Right. There are only two ways the assertion can fail: the buffer is
locked for read, or for write. By this stage, ext3 has frozen all of
the filesystem operations which were working on this buffer, but may
have started collecting new updates while the old ones are committing,
so there is the possibility of ext3 doing concurrent access while we
are doing this journal operation.
So, is somebody else doing a read? It could be ext3, conceivably, if
we had had an IO error previously on the buffer and the BH_uptodate
flag had been cleared: a subsequent access to the buffer by another
process would try to reread the buffer off disk, locking it
temporarily. Could you load the ext3 kdb debugging extensions and run
a "bh <buffer_head address>" on the buffer-head once the oops drops
you into kdb monitor mode? That way, we can find out whether the
dirty bit has been set on the buffer_head.
Cheers,
Stephen
^ permalink raw reply [flat|nested] 10+ messages in thread
* Re: [linux-lvm] LVM 0.9 snapshot and ext3
2000-11-30 9:46 ` Stephen C. Tweedie
@ 2000-11-30 19:48 ` Andreas Dilger
2000-11-30 20:16 ` Andreas Dilger
` (2 more replies)
0 siblings, 3 replies; 10+ messages in thread
From: Andreas Dilger @ 2000-11-30 19:48 UTC (permalink / raw)
To: Stephen C. Tweedie
Cc: Andreas Dilger, linux-lvm, jweber, Heinz J. Mauelshagen
Stephen writes:
> So, is somebody else doing a read? It could be ext3, conceivably, if
> we had had an IO error previously on the buffer and the BH_uptodate
> flag had been cleared: a subsequent access to the buffer by another
> process would try to reread the buffer off disk, locking it
> temporarily.
Considering that there was the "Bad lvm_map in ll_rw_block" message just
before the oops, this would lead to the situation you are talking about.

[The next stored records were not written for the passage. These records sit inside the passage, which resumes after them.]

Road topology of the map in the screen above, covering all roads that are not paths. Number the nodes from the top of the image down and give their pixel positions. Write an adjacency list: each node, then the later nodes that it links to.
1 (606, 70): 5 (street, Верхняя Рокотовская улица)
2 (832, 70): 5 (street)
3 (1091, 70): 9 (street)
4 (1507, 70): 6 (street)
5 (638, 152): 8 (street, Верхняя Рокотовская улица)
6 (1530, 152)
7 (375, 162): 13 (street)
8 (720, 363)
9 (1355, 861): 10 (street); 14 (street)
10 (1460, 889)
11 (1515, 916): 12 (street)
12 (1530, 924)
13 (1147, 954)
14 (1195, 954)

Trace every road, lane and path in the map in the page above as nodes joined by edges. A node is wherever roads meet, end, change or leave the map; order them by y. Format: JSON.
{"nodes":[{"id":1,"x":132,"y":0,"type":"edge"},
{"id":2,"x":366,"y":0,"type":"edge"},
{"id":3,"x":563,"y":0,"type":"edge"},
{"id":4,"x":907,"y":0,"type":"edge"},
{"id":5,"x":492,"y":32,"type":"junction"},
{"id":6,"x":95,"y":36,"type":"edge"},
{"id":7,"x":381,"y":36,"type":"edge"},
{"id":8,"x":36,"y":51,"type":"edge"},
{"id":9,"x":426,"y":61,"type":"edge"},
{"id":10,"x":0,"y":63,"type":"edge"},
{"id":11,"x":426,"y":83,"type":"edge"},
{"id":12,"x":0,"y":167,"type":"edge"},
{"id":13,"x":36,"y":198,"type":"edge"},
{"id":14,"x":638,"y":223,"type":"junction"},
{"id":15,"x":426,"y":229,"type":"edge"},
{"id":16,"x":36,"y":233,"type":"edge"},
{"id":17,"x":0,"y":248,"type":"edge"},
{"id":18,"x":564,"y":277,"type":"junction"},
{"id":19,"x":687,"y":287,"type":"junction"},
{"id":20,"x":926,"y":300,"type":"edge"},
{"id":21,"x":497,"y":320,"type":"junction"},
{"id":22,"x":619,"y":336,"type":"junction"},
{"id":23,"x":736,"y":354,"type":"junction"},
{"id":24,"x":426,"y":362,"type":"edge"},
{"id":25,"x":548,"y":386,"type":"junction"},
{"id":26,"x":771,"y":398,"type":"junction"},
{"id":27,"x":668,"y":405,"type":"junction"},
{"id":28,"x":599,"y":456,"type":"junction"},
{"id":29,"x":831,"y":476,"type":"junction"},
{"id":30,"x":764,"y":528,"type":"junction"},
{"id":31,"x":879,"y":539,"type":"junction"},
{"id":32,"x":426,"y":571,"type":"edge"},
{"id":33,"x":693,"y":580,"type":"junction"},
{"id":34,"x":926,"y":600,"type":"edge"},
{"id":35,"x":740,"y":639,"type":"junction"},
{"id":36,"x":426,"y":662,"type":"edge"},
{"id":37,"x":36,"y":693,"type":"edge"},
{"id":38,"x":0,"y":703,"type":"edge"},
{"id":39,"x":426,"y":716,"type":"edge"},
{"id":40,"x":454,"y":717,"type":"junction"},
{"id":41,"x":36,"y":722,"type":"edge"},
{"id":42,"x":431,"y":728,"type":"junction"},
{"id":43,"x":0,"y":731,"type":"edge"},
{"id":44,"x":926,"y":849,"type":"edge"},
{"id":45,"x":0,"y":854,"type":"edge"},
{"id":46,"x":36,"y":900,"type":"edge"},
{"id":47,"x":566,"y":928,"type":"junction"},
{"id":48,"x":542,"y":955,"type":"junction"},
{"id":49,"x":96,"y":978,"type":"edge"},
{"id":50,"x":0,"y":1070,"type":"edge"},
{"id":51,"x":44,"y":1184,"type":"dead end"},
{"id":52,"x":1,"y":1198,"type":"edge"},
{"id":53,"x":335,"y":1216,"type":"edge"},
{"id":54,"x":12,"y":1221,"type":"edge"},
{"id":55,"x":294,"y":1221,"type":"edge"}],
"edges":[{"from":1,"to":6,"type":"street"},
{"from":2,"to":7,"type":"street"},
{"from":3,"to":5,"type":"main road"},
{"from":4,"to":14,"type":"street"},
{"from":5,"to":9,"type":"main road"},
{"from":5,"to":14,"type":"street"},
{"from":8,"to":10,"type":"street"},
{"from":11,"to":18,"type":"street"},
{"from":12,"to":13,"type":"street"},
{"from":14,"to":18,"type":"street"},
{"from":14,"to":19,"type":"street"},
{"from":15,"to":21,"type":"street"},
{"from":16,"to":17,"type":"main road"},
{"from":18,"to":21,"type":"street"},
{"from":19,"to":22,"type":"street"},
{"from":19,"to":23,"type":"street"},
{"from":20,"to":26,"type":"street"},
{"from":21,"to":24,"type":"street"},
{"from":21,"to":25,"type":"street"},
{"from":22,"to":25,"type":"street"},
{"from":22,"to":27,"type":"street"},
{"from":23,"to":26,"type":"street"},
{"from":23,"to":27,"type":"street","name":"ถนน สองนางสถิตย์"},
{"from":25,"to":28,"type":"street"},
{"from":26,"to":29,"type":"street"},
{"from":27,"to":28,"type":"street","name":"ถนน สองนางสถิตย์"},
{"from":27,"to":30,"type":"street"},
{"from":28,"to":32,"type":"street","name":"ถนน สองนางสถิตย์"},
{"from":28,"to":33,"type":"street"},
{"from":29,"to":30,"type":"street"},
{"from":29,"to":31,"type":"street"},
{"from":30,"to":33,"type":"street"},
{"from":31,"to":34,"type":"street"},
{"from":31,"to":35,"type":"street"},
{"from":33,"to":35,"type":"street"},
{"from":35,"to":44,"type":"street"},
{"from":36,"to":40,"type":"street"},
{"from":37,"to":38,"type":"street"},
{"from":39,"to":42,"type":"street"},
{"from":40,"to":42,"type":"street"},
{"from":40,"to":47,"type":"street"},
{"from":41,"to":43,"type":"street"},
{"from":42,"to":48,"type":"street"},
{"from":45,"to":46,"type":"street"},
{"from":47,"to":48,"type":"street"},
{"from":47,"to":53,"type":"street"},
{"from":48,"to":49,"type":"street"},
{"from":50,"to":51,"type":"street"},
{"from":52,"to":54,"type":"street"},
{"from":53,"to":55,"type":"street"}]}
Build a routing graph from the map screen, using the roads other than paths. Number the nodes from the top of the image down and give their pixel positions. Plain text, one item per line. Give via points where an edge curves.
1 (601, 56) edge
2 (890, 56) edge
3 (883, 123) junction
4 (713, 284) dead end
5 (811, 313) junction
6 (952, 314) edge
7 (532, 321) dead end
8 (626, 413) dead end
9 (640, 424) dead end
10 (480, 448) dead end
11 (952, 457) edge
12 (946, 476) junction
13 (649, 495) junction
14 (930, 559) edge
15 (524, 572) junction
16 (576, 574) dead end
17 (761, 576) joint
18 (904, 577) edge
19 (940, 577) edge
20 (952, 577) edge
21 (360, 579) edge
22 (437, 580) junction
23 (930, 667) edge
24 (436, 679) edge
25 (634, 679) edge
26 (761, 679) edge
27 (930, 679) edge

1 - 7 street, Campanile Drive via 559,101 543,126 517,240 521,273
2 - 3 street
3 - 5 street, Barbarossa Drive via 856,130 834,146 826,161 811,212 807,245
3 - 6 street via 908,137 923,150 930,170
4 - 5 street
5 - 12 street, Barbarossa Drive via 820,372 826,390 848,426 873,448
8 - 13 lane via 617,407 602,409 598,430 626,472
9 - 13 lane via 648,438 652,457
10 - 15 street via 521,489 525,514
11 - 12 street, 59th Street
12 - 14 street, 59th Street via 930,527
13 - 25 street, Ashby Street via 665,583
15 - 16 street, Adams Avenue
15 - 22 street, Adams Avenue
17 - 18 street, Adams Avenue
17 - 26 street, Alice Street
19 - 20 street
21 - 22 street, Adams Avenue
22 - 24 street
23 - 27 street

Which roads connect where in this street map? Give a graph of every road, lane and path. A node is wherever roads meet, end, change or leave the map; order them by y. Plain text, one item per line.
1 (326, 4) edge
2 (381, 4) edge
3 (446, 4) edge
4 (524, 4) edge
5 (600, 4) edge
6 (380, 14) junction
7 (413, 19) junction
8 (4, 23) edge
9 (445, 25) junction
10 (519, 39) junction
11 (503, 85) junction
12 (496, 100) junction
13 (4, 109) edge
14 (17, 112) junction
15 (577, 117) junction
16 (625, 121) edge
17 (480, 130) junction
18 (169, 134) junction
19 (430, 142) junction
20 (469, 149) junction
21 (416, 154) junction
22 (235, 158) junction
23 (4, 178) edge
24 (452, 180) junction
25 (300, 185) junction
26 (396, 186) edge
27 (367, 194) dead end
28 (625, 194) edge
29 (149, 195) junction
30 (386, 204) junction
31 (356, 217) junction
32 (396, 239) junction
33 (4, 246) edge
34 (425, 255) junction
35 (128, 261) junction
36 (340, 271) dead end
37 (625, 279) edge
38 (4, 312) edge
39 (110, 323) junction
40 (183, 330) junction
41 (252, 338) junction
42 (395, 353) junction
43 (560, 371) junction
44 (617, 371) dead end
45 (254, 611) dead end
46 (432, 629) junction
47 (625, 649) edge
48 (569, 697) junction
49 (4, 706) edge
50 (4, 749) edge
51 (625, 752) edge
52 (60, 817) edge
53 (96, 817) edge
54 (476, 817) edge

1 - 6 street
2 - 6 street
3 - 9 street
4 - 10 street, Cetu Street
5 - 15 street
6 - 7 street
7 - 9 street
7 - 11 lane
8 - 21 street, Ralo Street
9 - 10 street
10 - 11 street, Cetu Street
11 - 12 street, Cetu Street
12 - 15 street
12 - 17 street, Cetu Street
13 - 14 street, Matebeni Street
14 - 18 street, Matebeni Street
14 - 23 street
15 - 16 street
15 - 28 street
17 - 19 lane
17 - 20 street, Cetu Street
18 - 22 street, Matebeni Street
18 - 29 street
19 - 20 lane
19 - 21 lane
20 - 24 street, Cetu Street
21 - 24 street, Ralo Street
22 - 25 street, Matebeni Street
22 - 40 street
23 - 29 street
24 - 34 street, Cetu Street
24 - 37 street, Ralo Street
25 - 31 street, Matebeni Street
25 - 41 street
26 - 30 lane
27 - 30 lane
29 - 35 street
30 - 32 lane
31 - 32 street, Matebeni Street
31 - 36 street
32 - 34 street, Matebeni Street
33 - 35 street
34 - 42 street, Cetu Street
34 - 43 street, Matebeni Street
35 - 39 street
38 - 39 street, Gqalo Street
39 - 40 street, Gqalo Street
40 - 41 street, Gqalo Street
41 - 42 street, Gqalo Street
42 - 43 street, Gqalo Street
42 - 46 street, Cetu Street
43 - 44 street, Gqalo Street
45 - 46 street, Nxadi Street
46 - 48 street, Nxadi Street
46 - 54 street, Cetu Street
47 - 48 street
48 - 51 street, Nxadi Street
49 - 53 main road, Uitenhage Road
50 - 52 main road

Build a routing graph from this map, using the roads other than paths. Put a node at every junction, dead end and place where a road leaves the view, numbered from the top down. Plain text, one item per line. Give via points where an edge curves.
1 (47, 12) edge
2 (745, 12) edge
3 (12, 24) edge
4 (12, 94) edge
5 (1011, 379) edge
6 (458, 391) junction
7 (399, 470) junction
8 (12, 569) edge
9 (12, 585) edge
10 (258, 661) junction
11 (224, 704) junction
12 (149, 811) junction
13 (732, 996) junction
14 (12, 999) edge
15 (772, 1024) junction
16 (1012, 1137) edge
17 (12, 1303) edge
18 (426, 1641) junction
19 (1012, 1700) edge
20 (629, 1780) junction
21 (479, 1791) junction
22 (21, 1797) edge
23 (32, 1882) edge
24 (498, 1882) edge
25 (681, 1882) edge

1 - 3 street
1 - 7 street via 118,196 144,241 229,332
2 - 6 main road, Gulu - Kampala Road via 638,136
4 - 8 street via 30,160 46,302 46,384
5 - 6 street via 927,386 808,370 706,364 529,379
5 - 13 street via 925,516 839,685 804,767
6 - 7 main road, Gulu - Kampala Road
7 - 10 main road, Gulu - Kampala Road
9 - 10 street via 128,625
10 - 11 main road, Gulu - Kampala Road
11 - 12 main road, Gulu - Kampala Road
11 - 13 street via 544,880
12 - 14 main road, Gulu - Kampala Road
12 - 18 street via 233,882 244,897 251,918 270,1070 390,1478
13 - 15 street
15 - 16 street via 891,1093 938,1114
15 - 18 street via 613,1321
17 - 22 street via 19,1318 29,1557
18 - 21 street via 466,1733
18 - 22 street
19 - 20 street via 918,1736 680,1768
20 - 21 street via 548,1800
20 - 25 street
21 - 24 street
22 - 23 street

In ll_rw_block the error path at "sorry:" clears BH_Dirty and BH_Uptodate,
and calls b_end_io() but does not necessarily unlock the buffer?
Looking at the code more closely, I see that I may have introduced a bug
here, because I didn't understand what was going on:
- in lvm_map() we call lvm_snapshot_COW() and lvm_write_COW_table(), set "ret"
- we return the last "ret" value to ll_rw_block()
- ll_rw_block() fails if the lvm_map() return value is non-zero
Really, the lvm_map() call should NOT return an error if the snapshot write
fails, because it needs to write the primary LV in this case. The
snapshot LV may fill up, and then be removed, but this should not affect
the I/O on the primary LV. There should only be an error if the primary
LV mapping fails, which will only happen on an inactive or R/O LV, or if
we try to write past the end of the LV.
*** Stephen, in case of ANY error inside lvm_map() should it unlock the buffer?
What do the low-level drivers do on an error? ll_rw_block() will already
call b_end_io for us at "sorry:", but it still clearly causes a problem for
ext3. This bug with the snapshots has only brought forth the *real* issue
of what to in case any of the other errors in lvm_map() happens.
The simple fix for this problem is to remove "ret" from lvm_map, and always
returning "0" at the end. The first patch does this. The second part cleans
up a few other error return values, to follow the normal kernel "-ve is error"
standard, and remove a bunch of needless gotos. It is based on my reorg
of lvm_map, so if the first patch (the one that should "hide" this bug)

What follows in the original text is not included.